Elsewhere on campus, Alice Lee was trying to get to know more than 20 seventh-graders who are new to the school in her morning medieval world history class. She understands the importance of making a personal connection with them ; she had strong ties with last year’s students by the time campuses closed in March.
Today, however, the students were strangers on a small screen. About a fourth did not have their cameras turned on. She walked around with her laptop, giving students a tour of a room she’d decorated as though they were going to be there. A bulletin board behind her shouted out: Welcome.
There is so much to figure out.
At Euclid Elementary in Boyle Heights, 11 members of the district’s audiometry department gathered six feet apart in the school’s cafeteria while troubleshooting how to conduct hearing tests. The district conducts approximately 240,000 screenings annually. Typically, a specialist would place a headset over a child and run through close-up tasks.
The mood was upbeat but the Wi-Fi was shaky, forcing them to share ethernet cables. The classrooms, however, seemed to have a strong signal as teachers began their instruction.
Even so, parent Galvina Valverde, who had stopped by to pick up school supplies, could not hide her frustration. She and her husband run a nearby taco stand and worry about their first-grader, Isabella.
“There are times when she will be left alone to learn and I don’t expect a 6-year-old to pay attention,” Valverde said. “This way of learning doesn’t work for everybody.”
Across town at at Kenter Canyon Elementary in Brentwood, attendance was almost perfect in the fourth-grade class of Stephanie Ross. After about 15 minutes of screen time, Ross instructed students to take a “wiggle break.”
Also on Thursday, Beutner provided more detail about the district’s coronavirus testing and tracing program announced on Sunday. Actual testing did not roll out this week, but the plan call for testing school nurses first. These nurses would need a clean bill of health because they would be responsible for testing others.
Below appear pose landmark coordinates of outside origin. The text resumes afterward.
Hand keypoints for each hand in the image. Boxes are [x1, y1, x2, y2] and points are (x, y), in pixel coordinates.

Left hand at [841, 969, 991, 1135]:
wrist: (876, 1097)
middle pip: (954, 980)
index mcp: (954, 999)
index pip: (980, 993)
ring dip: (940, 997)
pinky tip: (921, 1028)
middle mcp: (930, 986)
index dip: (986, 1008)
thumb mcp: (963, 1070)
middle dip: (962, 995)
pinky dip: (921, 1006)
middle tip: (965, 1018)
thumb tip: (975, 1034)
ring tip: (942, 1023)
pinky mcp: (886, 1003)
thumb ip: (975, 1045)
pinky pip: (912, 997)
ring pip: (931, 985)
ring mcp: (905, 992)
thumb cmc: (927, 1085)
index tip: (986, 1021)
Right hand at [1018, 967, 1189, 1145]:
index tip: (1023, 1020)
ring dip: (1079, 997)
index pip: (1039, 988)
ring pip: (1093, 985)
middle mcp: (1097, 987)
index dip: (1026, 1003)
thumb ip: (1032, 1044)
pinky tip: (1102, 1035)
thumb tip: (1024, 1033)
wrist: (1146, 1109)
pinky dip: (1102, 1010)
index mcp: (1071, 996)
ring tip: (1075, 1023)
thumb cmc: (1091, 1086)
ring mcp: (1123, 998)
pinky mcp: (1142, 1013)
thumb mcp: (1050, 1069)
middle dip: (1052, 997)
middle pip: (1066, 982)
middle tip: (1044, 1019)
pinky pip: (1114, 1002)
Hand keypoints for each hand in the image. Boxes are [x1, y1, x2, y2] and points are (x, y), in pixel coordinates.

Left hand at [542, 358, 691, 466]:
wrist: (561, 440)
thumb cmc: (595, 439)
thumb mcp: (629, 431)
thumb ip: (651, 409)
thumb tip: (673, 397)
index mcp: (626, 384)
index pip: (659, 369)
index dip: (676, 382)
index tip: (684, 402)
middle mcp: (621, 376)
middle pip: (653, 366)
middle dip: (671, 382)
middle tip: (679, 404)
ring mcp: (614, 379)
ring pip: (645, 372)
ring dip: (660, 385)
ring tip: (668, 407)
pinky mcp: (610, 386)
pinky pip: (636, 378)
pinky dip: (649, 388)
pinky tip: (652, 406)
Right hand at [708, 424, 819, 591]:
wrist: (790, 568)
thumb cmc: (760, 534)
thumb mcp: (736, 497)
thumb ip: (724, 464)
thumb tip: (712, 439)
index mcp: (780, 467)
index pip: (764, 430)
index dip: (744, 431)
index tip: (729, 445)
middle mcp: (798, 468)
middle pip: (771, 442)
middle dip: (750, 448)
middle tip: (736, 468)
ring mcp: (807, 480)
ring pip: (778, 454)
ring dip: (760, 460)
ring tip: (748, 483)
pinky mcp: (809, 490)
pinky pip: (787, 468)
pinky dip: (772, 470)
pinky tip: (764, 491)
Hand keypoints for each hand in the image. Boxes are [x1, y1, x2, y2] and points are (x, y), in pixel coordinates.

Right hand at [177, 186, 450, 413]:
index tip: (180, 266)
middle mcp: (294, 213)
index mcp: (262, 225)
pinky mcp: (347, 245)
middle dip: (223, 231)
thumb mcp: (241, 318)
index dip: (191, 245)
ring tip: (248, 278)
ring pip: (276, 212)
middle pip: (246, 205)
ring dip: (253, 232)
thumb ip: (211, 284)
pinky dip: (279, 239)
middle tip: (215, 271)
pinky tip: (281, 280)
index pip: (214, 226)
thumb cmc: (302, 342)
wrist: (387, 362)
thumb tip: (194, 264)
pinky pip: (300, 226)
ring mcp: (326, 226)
The next step would be expanding to test staff — especially those working at schools — before moving on to students. He envisioned something like drive-through testing, one line for families with symptoms, another for those without.
A Microsoft app that is supposed to be integral to the effort is going through late-stage testing, he said.
Teacher Jancy Amaya had high praise for the efforts undertaken to open as smoothly as possible.
“The district immediately released tutorials based on the log-in glitches that we had yesterday,” said Amaya, an English learner instructional coach at Cleveland Charter High School in Reseda.
“It does take a village, and I am proud of the resources the district has provided, the combined effort of the dedicated educators at Cleveland, and my administration that has kept us up-to-date with resources throughout the day,” Amaya said.